▸ Work task:
Below are some records. Copy every line in them that holds "Cypress".

▸ Source records:
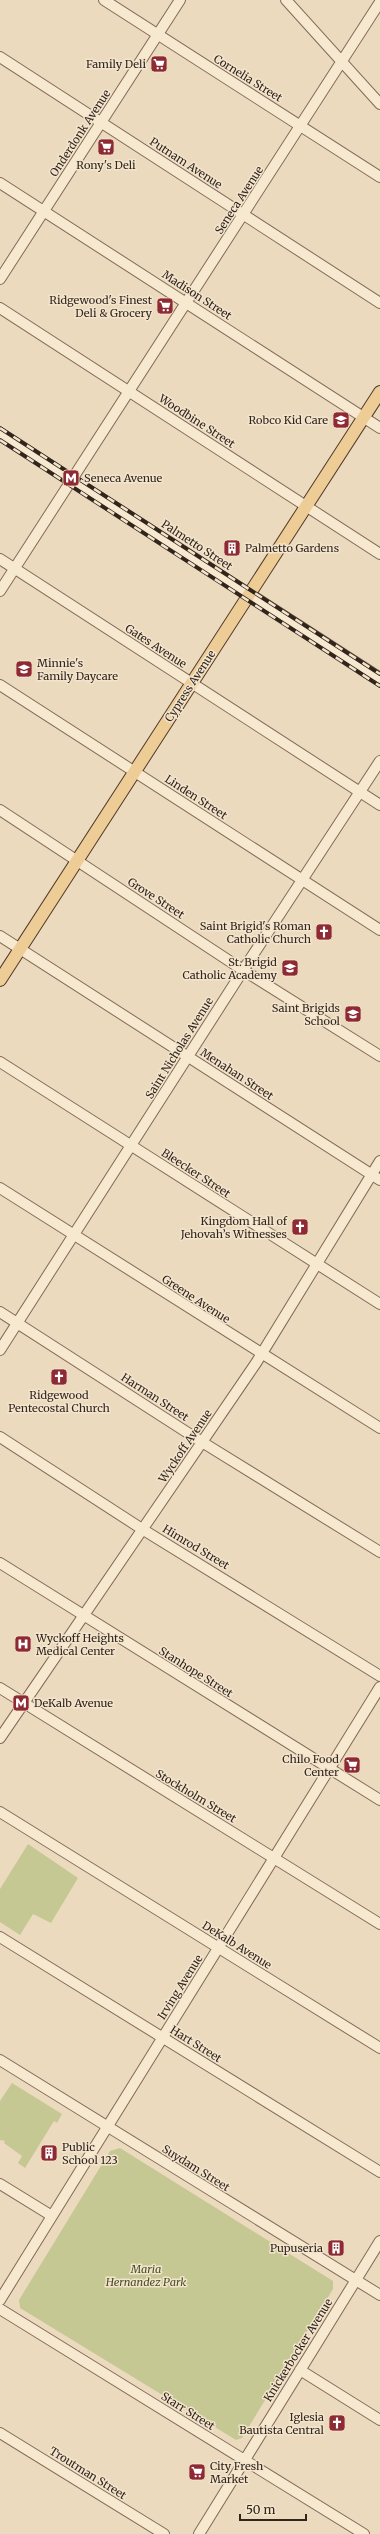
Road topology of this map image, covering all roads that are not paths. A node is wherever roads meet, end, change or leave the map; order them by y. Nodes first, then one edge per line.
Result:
1 (104, 0) edge
2 (180, 0) edge
3 (286, 0) edge
4 (380, 2) edge
5 (158, 35) junction
6 (0, 57) edge
7 (342, 62) junction
8 (380, 104) edge
9 (101, 122) junction
10 (301, 126) junction
11 (380, 177) edge
12 (0, 183) edge
13 (44, 211) junction
14 (244, 214) junction
15 (0, 279) edge
16 (380, 302) edge
17 (187, 303) junction
18 (0, 308) edge
19 (129, 391) junction
20 (380, 392) edge
21 (364, 417) junction
22 (380, 428) edge
23 (0, 433) edge
24 (72, 479) junction
25 (307, 506) junction
26 (380, 554) edge
27 (0, 559) edge
28 (14, 568) junction
29 (0, 591) edge
30 (250, 594) junction
31 (380, 678) edge
32 (192, 684) junction
33 (0, 685) edge
34 (380, 761) edge
35 (135, 772) junction
36 (360, 792) junction
37 (380, 805) edge
38 (0, 810) edge
39 (78, 860) junction
40 (302, 880) junction
41 (380, 930) edge
42 (0, 936) edge
43 (20, 949) junction
44 (243, 970) junction
45 (0, 980) edge
46 (380, 1056) edge
47 (188, 1057) junction
48 (0, 1062) edge
49 (132, 1146) junction
50 (380, 1161) edge
51 (376, 1178) edge
52 (0, 1188) edge
53 (74, 1234) junction
54 (317, 1266) junction
55 (380, 1304) edge
56 (0, 1312) edge
57 (17, 1323) junction
58 (0, 1350) edge
59 (261, 1355) junction
60 (380, 1428) edge
61 (0, 1437) edge
62 (202, 1442) junction
63 (142, 1529) junction
64 (380, 1552) edge
65 (0, 1563) edge
66 (83, 1616) junction
67 (380, 1676) edge
68 (380, 1687) edge
69 (0, 1688) edge
70 (24, 1703) junction
71 (0, 1738) edge
72 (330, 1769) junction
73 (380, 1800) edge
74 (0, 1812) edge
75 (274, 1858) junction
76 (380, 1924) edge
77 (0, 1937) edge
78 (218, 1948) junction
79 (163, 2038) junction
80 (380, 2048) edge
81 (0, 2060) edge
82 (108, 2128) junction
83 (380, 2172) edge
84 (0, 2184) edge
85 (52, 2216) junction
86 (380, 2241) edge
87 (355, 2280) junction
88 (380, 2295) edge
89 (0, 2300) edge
90 (0, 2309) edge
91 (300, 2370) junction
92 (380, 2420) edge
93 (0, 2433) edge
94 (245, 2460) junction
95 (164, 2534) edge
96 (199, 2534) edge
97 (364, 2534) edge

1 - 5 street, Cornelia Street
2 - 5 street, Onderdonk Avenue
3 - 7 street
4 - 7 street, Seneca Avenue
5 - 9 street, Onderdonk Avenue
5 - 10 street, Cornelia Street
6 - 9 street, Putnam Avenue
7 - 8 street
7 - 10 street, Seneca Avenue
9 - 13 street, Onderdonk Avenue
9 - 14 street, Putnam Avenue
10 - 11 street, Cornelia Street
10 - 14 street, Seneca Avenue
12 - 13 street, Madison Street
13 - 15 street, Onderdonk Avenue
13 - 17 street, Madison Street
14 - 16 street, Putnam Avenue
14 - 17 street, Seneca Avenue
17 - 19 street, Seneca Avenue
17 - 21 street, Madison Street
18 - 19 street, Woodbine Street
19 - 24 street, Seneca Avenue
19 - 25 street, Woodbine Street
20 - 21 main road, Cypress Avenue
21 - 22 street, Madison Street
21 - 25 main road, Cypress Avenue
23 - 24 street, Palmetto Street
24 - 28 street, Seneca Avenue
24 - 30 street, Palmetto Street
25 - 26 street, Woodbine Street
25 - 30 main road, Cypress Avenue
27 - 28 street, Gates Avenue
28 - 29 street, Seneca Avenue
28 - 32 street, Gates Avenue
30 - 31 street, Palmetto Street
30 - 32 main road, Cypress Avenue
32 - 35 main road, Cypress Avenue
32 - 36 street, Gates Avenue
33 - 35 street, Linden Street
34 - 36 street, Saint Nicholas Avenue
35 - 39 main road, Cypress Avenue
35 - 40 street, Linden Street
36 - 37 street, Gates Avenue
36 - 40 street, Saint Nicholas Avenue
38 - 39 street, Grove Street
39 - 43 main road, Cypress Avenue
39 - 44 street, Grove Street
40 - 41 street, Linden Street
40 - 44 street, Saint Nicholas Avenue
42 - 43 street, Menahan Street
43 - 45 main road, Cypress Avenue
43 - 47 street, Menahan Street
44 - 46 street, Grove Street
44 - 47 street, Saint Nicholas Avenue
47 - 49 street, Saint Nicholas Avenue
47 - 51 street, Menahan Street
48 - 49 street, Bleecker Street
49 - 53 street, Saint Nicholas Avenue
49 - 54 street, Bleecker Street
50 - 51 street, Wyckoff Avenue
51 - 54 street, Wyckoff Avenue
52 - 53 street, Greene Avenue
53 - 57 street, Saint Nicholas Avenue
53 - 59 street, Greene Avenue
54 - 55 street, Bleecker Street
54 - 59 street, Wyckoff Avenue
56 - 57 street, Harman Street
57 - 58 street, Saint Nicholas Avenue
57 - 62 street, Harman Street
59 - 60 street, Greene Avenue
59 - 62 street, Wyckoff Avenue
61 - 63 street, Himrod Street
62 - 63 street, Wyckoff Avenue
62 - 64 street, Harman Street
63 - 66 street, Wyckoff Avenue
63 - 67 street, Himrod Street
65 - 66 street, Stanhope Street
66 - 70 street, Wyckoff Avenue
66 - 72 street, Stanhope Street
68 - 72 street, Irving Avenue
69 - 70 street, Stockholm Street
70 - 71 street, Wyckoff Avenue
70 - 75 street, Stockholm Street
72 - 73 street, Stanhope Street
72 - 75 street, Irving Avenue
74 - 78 street, DeKalb Avenue
75 - 76 street, Stockholm Street
75 - 78 street, Irving Avenue
77 - 79 street, Hart Street
78 - 79 street, Irving Avenue
78 - 80 street, DeKalb Avenue
79 - 82 street, Irving Avenue
79 - 83 street, Hart Street
81 - 82 street, Suydam Street
82 - 85 street, Irving Avenue
82 - 87 street, Suydam Street
84 - 85 street
85 - 89 street, Irving Avenue
86 - 87 street, Knickerbocker Avenue
87 - 88 street, Suydam Street
87 - 91 street, Knickerbocker Avenue
90 - 94 street, Starr Street
91 - 92 street
91 - 94 street, Knickerbocker Avenue
93 - 95 street, Troutman Street
94 - 96 street, Knickerbocker Avenue
94 - 97 street, Starr Street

▸ Response to the task:
20 - 21 main road, Cypress Avenue
21 - 25 main road, Cypress Avenue
25 - 30 main road, Cypress Avenue
30 - 32 main road, Cypress Avenue
32 - 35 main road, Cypress Avenue
35 - 39 main road, Cypress Avenue
39 - 43 main road, Cypress Avenue
43 - 45 main road, Cypress Avenue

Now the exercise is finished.